Donald Trump und die Inflation

- Dr. Tobias Schafföner

Die US-Amerikaner haben gewählt – mehrheitlich Donald Trump. Was das für die internationalen Kapitalmärkte bedeuten könnte.

Donald Trump hat die Wahl um die US-Präsidentschaft gewonnen – und nicht nur das. Künftig werden die Republikaner vermutlich auch die Mehrheiten in Senat und Repräsentantenhaus halten. Sechs von neun Richtern des Supreme Court, des Obersten Gerichtshofs, sind zudem von republikanischen Präsidenten (auf Lebenszeit) ernannt, der Vorsitzende Richter inklusive. Allein drei hat Donald Trump ausgewählt.

In einer Welt alternativer Fakten und einer auch medial gespaltenen Öffentlichkeit hat es in der US-Geschichte womöglich keinen Präsidenten gegeben, der mit so viel Macht ausgestattet war; zumal es innerhalb der Republikanischen Partei faktisch keine Opposition mehr zu Donald Trump gibt, kein innerparteiliches Korrektiv. Für die Welt, insbesondere für Europa, sind das vermutlich keine guten Nachrichten.
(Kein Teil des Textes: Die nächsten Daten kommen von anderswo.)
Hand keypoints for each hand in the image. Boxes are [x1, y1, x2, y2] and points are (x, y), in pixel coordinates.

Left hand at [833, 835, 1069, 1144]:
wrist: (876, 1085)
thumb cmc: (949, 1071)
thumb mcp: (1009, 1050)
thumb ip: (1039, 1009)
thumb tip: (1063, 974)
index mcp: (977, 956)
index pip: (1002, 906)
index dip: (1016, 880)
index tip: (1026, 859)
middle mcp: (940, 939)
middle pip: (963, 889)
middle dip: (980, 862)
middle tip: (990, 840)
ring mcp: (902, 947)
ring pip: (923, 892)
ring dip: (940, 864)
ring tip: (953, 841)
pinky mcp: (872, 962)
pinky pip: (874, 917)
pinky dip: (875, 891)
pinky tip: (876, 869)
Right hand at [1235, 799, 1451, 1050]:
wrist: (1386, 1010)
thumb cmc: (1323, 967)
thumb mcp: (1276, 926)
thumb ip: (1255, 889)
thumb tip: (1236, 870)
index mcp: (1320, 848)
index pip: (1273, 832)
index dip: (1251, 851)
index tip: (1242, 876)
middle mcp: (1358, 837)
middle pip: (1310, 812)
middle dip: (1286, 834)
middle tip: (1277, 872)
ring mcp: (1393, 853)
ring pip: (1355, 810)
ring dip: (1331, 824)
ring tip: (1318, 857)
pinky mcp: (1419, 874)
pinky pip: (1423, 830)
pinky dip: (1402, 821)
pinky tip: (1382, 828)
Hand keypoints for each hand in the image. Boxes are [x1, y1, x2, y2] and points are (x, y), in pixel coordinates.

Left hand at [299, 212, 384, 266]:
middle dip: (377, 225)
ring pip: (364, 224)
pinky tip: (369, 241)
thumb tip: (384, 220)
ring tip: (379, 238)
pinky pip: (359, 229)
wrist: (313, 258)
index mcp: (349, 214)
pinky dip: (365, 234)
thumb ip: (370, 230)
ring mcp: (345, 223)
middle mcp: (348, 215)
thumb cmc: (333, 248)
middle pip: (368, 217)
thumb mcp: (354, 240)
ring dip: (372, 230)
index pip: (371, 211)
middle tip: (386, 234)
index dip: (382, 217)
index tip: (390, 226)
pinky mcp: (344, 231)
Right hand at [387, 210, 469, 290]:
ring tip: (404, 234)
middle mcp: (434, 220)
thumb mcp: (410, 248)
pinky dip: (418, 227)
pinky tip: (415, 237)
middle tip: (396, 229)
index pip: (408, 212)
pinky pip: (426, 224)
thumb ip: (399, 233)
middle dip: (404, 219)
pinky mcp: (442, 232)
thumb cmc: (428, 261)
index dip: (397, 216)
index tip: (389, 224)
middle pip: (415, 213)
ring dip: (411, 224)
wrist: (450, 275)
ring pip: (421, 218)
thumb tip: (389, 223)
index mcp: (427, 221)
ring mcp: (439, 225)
Aber was können Anlegerinnen und Anleger von „Trump reloaded“ erwarten? In seiner vorgezogenen Siegesrede hat er in der Nacht angekündigt, was er in den kommenden Jahren zu tun gedenkt: Kriege beenden, Grenzen sichern, die Inflation besiegen, Schulden zurückzahlen, gleichzeitig das US-Wachstum kräftig ankurbeln und Jobs schaffen. Er hat – fast schon erwartungsgemäß – nicht weniger als ein „Goldenes Zeitalter“ für die USA in Aussicht gestellt. Die Frage ist, was kann, was wird davon Realität werden? Ein offensichtlicher Zielkonflikt besteht zumindest im Dreiklang „Schulden zurückzahlen, Steuern senken, Inflation bekämpfen.“

Schulden, Schulden, Schulden

Im Sommer dieses Jahres haben die Schulden der US-Regierung die Marke von 35.000 Milliarden Dollar durchbrochen. Rechnet man die zwischenstaatlichen Kredite heraus, beträgt die Schuldenquote immer noch stolze 100 Prozent des Bruttoinlandsprodukts (BIP). Eine gewaltige Last für künftige Generationen, die nach geltendem Recht und gemäß den Projektionen des Congressional Budget Office weiter ansteigen dürfte. 2035 sollen die Schulden der US-Regierung diesen Berechnungen zufolge bereits bei 125 Prozent des BIP liegen. Gut möglich, dass dieser Wert nur eine Etappe ist auf dem Weg zu noch deutlich höheren Niveaus in den kommenden zehn Jahren.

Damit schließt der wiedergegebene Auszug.